Canada: Employee Benefits And Executive Compensation: Draft Legislative Proposals Released

Last Updated: September 25 2012
Article by Jillian Welch

On August 14, 2012, the Department of Finance (Finance) released draft legislative proposals that implement tax measures announced in the March 29, 2012 federal budget. Explanatory notes were also released.
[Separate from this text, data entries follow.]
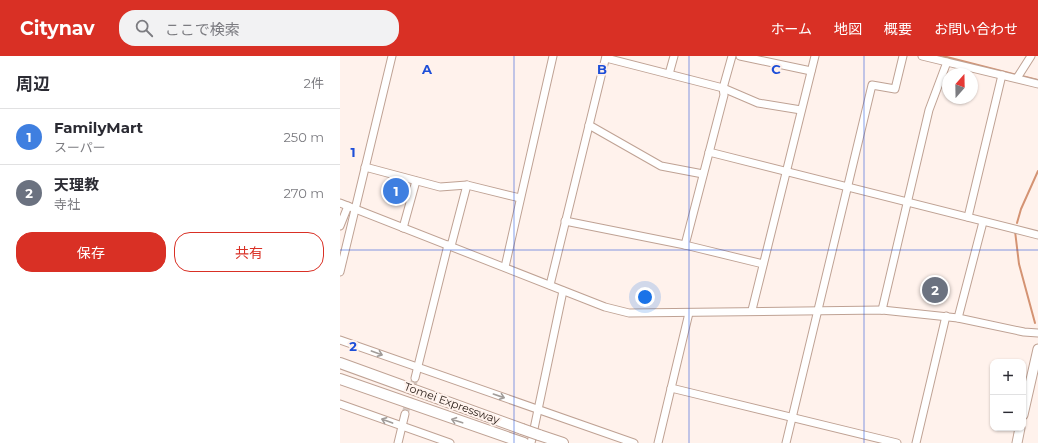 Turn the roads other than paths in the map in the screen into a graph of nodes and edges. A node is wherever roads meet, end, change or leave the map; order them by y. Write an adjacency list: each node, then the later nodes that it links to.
1 (392, 56): 21 (street)
2 (553, 56): 27 (street)
3 (674, 56): 13 (street)
4 (732, 56): 17 (street)
5 (740, 56): 12 (street)
6 (815, 56): 12 (street)
7 (902, 56): 26 (street)
8 (922, 56): 11 (street)
9 (1031, 56): 15 (street)
10 (606, 57): 13 (street); 19 (street)
11 (947, 62): 14 (street); 29 (street)
12 (811, 71): 18 (street)
13 (669, 74): 17 (street)
14 (1002, 75): 15 (street); 31 (street)
15 (1018, 76): 16 (street)
16 (1038, 84)
17 (723, 88): 18 (street); 20 (street)
18 (801, 110): 22 (street)
19 (589, 125): 23 (street); 32 (street)
20 (709, 152): 22 (street); 23 (street)
21 (365, 167): 24 (street); 30 (street)
22 (787, 172): 26 (street); 39 (street)
23 (703, 174): 37 (street)
24 (416, 181): 25 (street); 35 (street)
25 (467, 185): 27 (street); 38 (street)
26 (848, 187): 29 (street); 44 (street)
27 (520, 198): 40 (street)
28 (340, 203): 30 (street)
29 (908, 203): 31 (street); 46 (street)
30 (351, 207): 34 (street); 35 (street); 41 (street)
31 (968, 217): 33 (street)
32 (565, 221): 37 (street); 42 (street)
33 (983, 222): 36 (street); 49 (street)
34 (340, 226)
35 (403, 228): 38 (street)
36 (1038, 235)
37 (685, 245): 39 (street)
38 (450, 246): 40 (street); 54 (street)
39 (763, 264): 45 (street)
40 (505, 267): 42 (street)
41 (340, 272)
42 (550, 285): 43 (street)
43 (563, 291): 47 (street); 60 (street)
44 (817, 309): 45 (street); 46 (street); 62 (street)
45 (752, 310): 47 (street)
46 (882, 310): 48 (street)
47 (689, 313): 57 (street)
48 (946, 316): 49 (street); 74 (street)
49 (958, 318): 50 (street)
50 (1038, 333)
51 (340, 340): 54 (street, one-way to 54)
52 (1038, 349): 58 (main road)
53 (340, 363): 69 (highway, Tomei Expressway, bridge)
54 (416, 368): 55 (street); 60 (street, one-way to 60)
55 (415, 378)
56 (340, 379): 65 (highway, Tomei Expressway, one-way to 56)
57 (671, 388): 62 (street); 71 (street)
58 (1026, 402)
59 (340, 404): 63 (street, one-way to 59)
60 (538, 410): 68 (street); 70 (street)
61 (405, 414): 63 (street)
62 (792, 418): 72 (street); 73 (street)
63 (402, 427): 66 (street); 67 (street)
64 (1019, 431): 75 (main road)
65 (522, 442)
66 (398, 443)
67 (450, 443)
68 (531, 443)
69 (563, 443)
70 (634, 443)
71 (658, 443)
72 (786, 443)
73 (897, 443)
74 (916, 443)
75 (1017, 443) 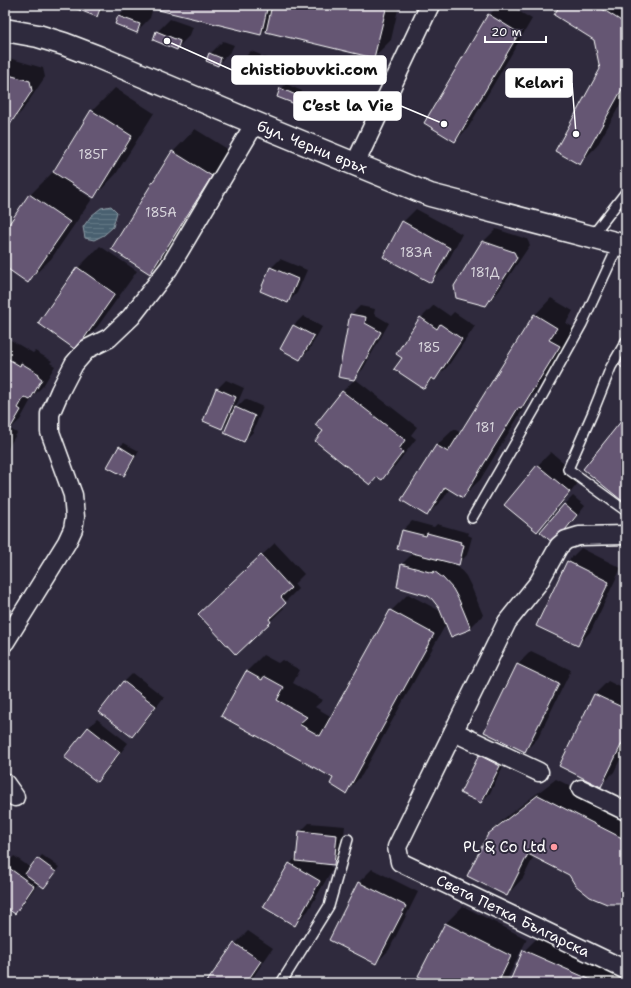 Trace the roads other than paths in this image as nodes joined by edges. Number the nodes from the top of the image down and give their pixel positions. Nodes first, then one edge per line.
1 (430, 5) edge
2 (5, 30) edge
3 (255, 123) junction
4 (355, 164) junction
5 (626, 192) edge
6 (591, 237) junction
7 (622, 245) edge
8 (626, 341) edge
9 (626, 511) edge
10 (472, 518) dead end
11 (626, 535) edge
12 (5, 642) edge
13 (454, 732) junction
14 (539, 772) dead end
15 (5, 783) edge
16 (581, 789) dead end
17 (15, 797) dead end
18 (626, 811) edge
19 (348, 839) dead end
20 (626, 970) edge
21 (281, 983) edge

1 - 4 street
2 - 3 main road, бул. Черни връх
3 - 4 main road, бул. Черни връх
3 - 12 street
4 - 6 main road, бул. Черни връх
5 - 6 lane
6 - 7 main road, бул. Черни връх
7 - 10 lane
8 - 9 lane
11 - 13 street
13 - 14 street
13 - 20 street, Света Петка Българска
15 - 17 street
16 - 18 street
19 - 21 lane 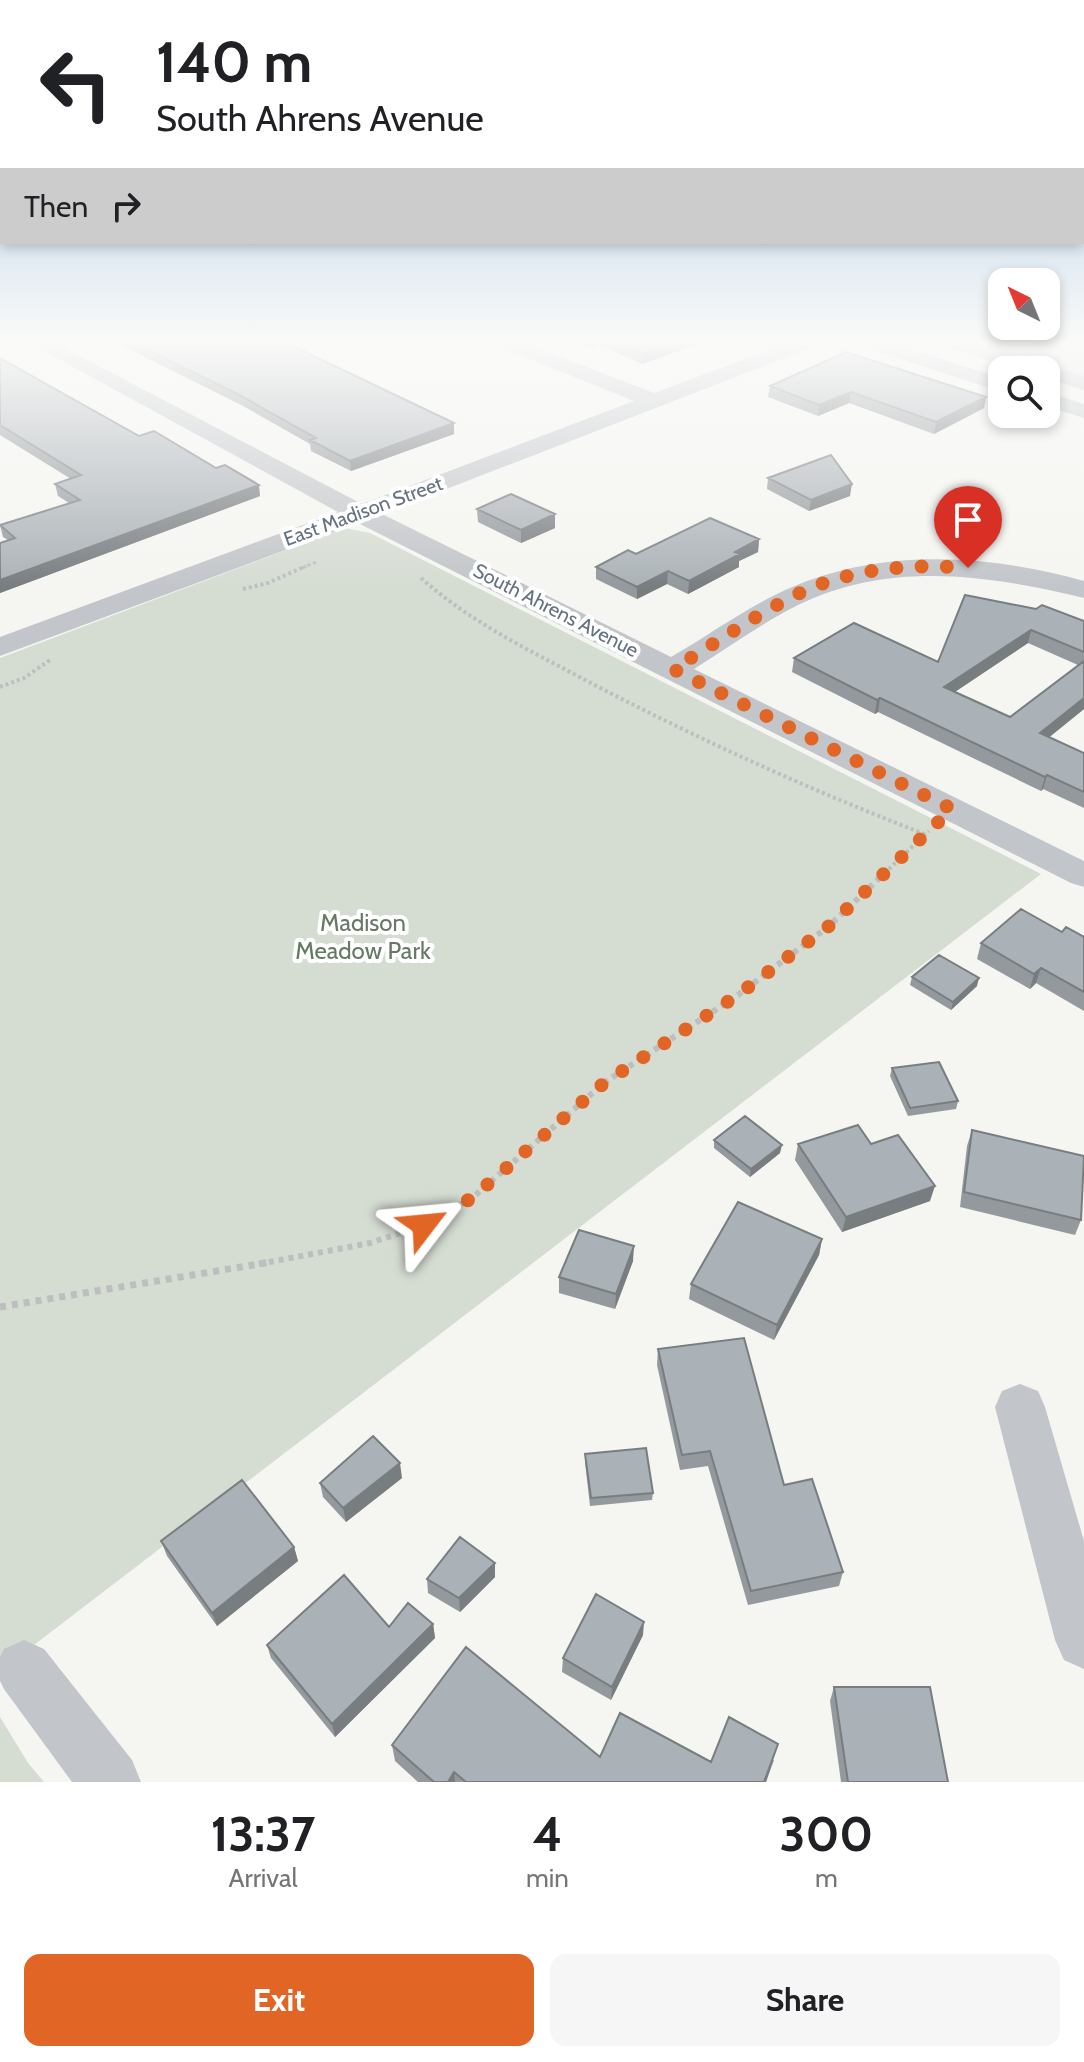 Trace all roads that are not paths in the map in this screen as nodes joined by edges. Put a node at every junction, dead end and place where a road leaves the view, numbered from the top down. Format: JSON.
{"nodes":[{"id":1,"x":190,"y":422,"type":"edge"},
{"id":2,"x":599,"y":422,"type":"edge"},
{"id":3,"x":362,"y":513,"type":"junction"},
{"id":4,"x":1084,"y":590,"type":"edge"},
{"id":5,"x":0,"y":647,"type":"edge"},
{"id":6,"x":673,"y":669,"type":"junction"},
{"id":7,"x":1084,"y":875,"type":"edge"},
{"id":8,"x":1020,"y":1407,"type":"dead end"},
{"id":9,"x":1084,"y":1640,"type":"edge"},
{"id":10,"x":24,"y":1669,"type":"dead end"},
{"id":11,"x":110,"y":1782,"type":"edge"}],
"edges":[{"from":1,"to":3,"type":"street","name":"South Ahrens Avenue"},
{"from":2,"to":3,"type":"street","name":"East Madison Street"},
{"from":3,"to":5,"type":"street","name":"East Madison Street"},
{"from":3,"to":6,"type":"street","name":"South Ahrens Avenue"},
{"from":4,"to":6,"type":"street"},
{"from":6,"to":7,"type":"street","name":"South Ahrens Avenue"},
{"from":8,"to":9,"type":"street"},
{"from":10,"to":11,"type":"street"}]}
This Tax memo discusses the draft legislative proposals in respect of employee benefits and executive compensation. Specifically, it considers proposals that affect:

  • group sickness and accident insurance plans;
  • retirement compensation arrangements;
  • employee profit sharing plans; and
  • registered disability savings plans.

GROUP SICKNESS AND ACCIDENT INSURANCE PLANS

Before the budget, employer contributions to a group sickness and accident insurance plan did not have to be included in the income of an employee, and only periodic benefits paid under a "wage loss replacement plan" funded with employer contributions were taxable in the hands of an employee at the time of receipt. Other benefits paid under a group sickness and accident insurance plan, including lump sum benefits, generally were non-taxable benefits to an employee.

The changes

The draft proposals require the amount of an employer's contributions to a group sickness and accident insurance plan to be included in the income of the employee in the year in which contributions are made. However, as is currently the case, there will still be no income inclusion to the extent that the contributions are in respect of a wage loss replacement plan that provides periodic benefits

The explanatory notes indicate, for example, that this provision is intended to apply in respect of employer-funded premiums for critical illness or dismemberment insurance, which generally pay lump-sum benefits. Notwithstanding that the draft proposals will treat employer contributions to group sickness and accident insurance plans as taxable benefits, the benefits paid to employees under these plans will continue to be treated as non-taxable receipts.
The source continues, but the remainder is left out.